Task:
Word for word, repeat everything in the records below except the pictures.

Data extracts Block Start

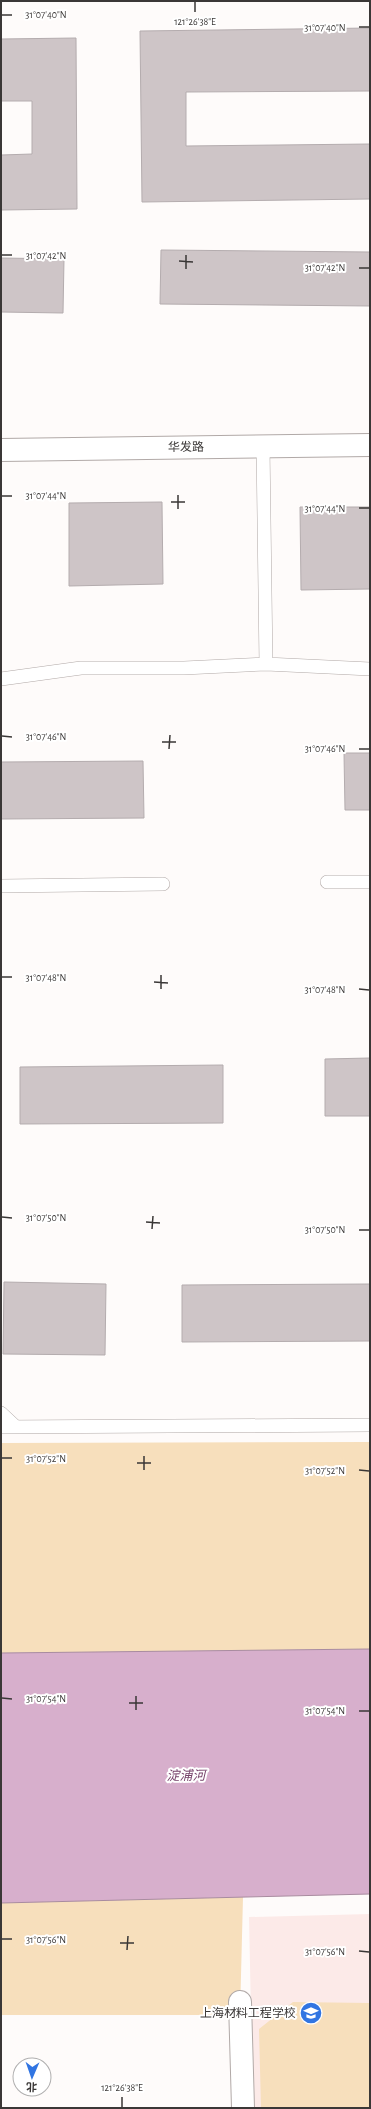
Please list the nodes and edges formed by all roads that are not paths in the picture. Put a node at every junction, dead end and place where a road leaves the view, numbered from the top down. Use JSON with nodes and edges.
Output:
{"nodes":[{"id":1,"x":370,"y":445,"type":"edge"},
{"id":2,"x":263,"y":446,"type":"junction"},
{"id":3,"x":1,"y":450,"type":"edge"},
{"id":4,"x":266,"y":664,"type":"junction"},
{"id":5,"x":370,"y":669,"type":"edge"},
{"id":6,"x":1,"y":679,"type":"edge"},
{"id":7,"x":327,"y":882,"type":"dead end"},
{"id":8,"x":370,"y":882,"type":"edge"},
{"id":9,"x":162,"y":884,"type":"dead end"},
{"id":10,"x":1,"y":886,"type":"edge"},
{"id":11,"x":1,"y":1413,"type":"edge"},
{"id":12,"x":370,"y":1425,"type":"edge"},
{"id":13,"x":1,"y":1427,"type":"edge"},
{"id":14,"x":16,"y":1427,"type":"junction"},
{"id":15,"x":240,"y":2002,"type":"dead end"},
{"id":16,"x":243,"y":2108,"type":"edge"}],
"edges":[{"from":1,"to":2,"type":"street","name":"华发路"},
{"from":2,"to":3,"type":"street","name":"华发路"},
{"from":2,"to":4,"type":"lane"},
{"from":4,"to":5,"type":"lane"},
{"from":4,"to":6,"type":"lane"},
{"from":7,"to":8,"type":"lane"},
{"from":9,"to":10,"type":"lane"},
{"from":11,"to":14,"type":"lane"},
{"from":12,"to":14,"type":"lane"},
{"from":13,"to":14,"type":"lane"},
{"from":15,"to":16,"type":"street"}]}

Data extracts Block End

Solution for this problem:
Please list the nodes and edges formed by all roads that are not paths in the picture. Put a node at every junction, dead end and place where a road leaves the view, numbered from the top down. Use JSON with nodes and edges.
Output:
{"nodes":[{"id":1,"x":370,"y":445,"type":"edge"},
{"id":2,"x":263,"y":446,"type":"junction"},
{"id":3,"x":1,"y":450,"type":"edge"},
{"id":4,"x":266,"y":664,"type":"junction"},
{"id":5,"x":370,"y":669,"type":"edge"},
{"id":6,"x":1,"y":679,"type":"edge"},
{"id":7,"x":327,"y":882,"type":"dead end"},
{"id":8,"x":370,"y":882,"type":"edge"},
{"id":9,"x":162,"y":884,"type":"dead end"},
{"id":10,"x":1,"y":886,"type":"edge"},
{"id":11,"x":1,"y":1413,"type":"edge"},
{"id":12,"x":370,"y":1425,"type":"edge"},
{"id":13,"x":1,"y":1427,"type":"edge"},
{"id":14,"x":16,"y":1427,"type":"junction"},
{"id":15,"x":240,"y":2002,"type":"dead end"},
{"id":16,"x":243,"y":2108,"type":"edge"}],
"edges":[{"from":1,"to":2,"type":"street","name":"华发路"},
{"from":2,"to":3,"type":"street","name":"华发路"},
{"from":2,"to":4,"type":"lane"},
{"from":4,"to":5,"type":"lane"},
{"from":4,"to":6,"type":"lane"},
{"from":7,"to":8,"type":"lane"},
{"from":9,"to":10,"type":"lane"},
{"from":11,"to":14,"type":"lane"},
{"from":12,"to":14,"type":"lane"},
{"from":13,"to":14,"type":"lane"},
{"from":15,"to":16,"type":"street"}]}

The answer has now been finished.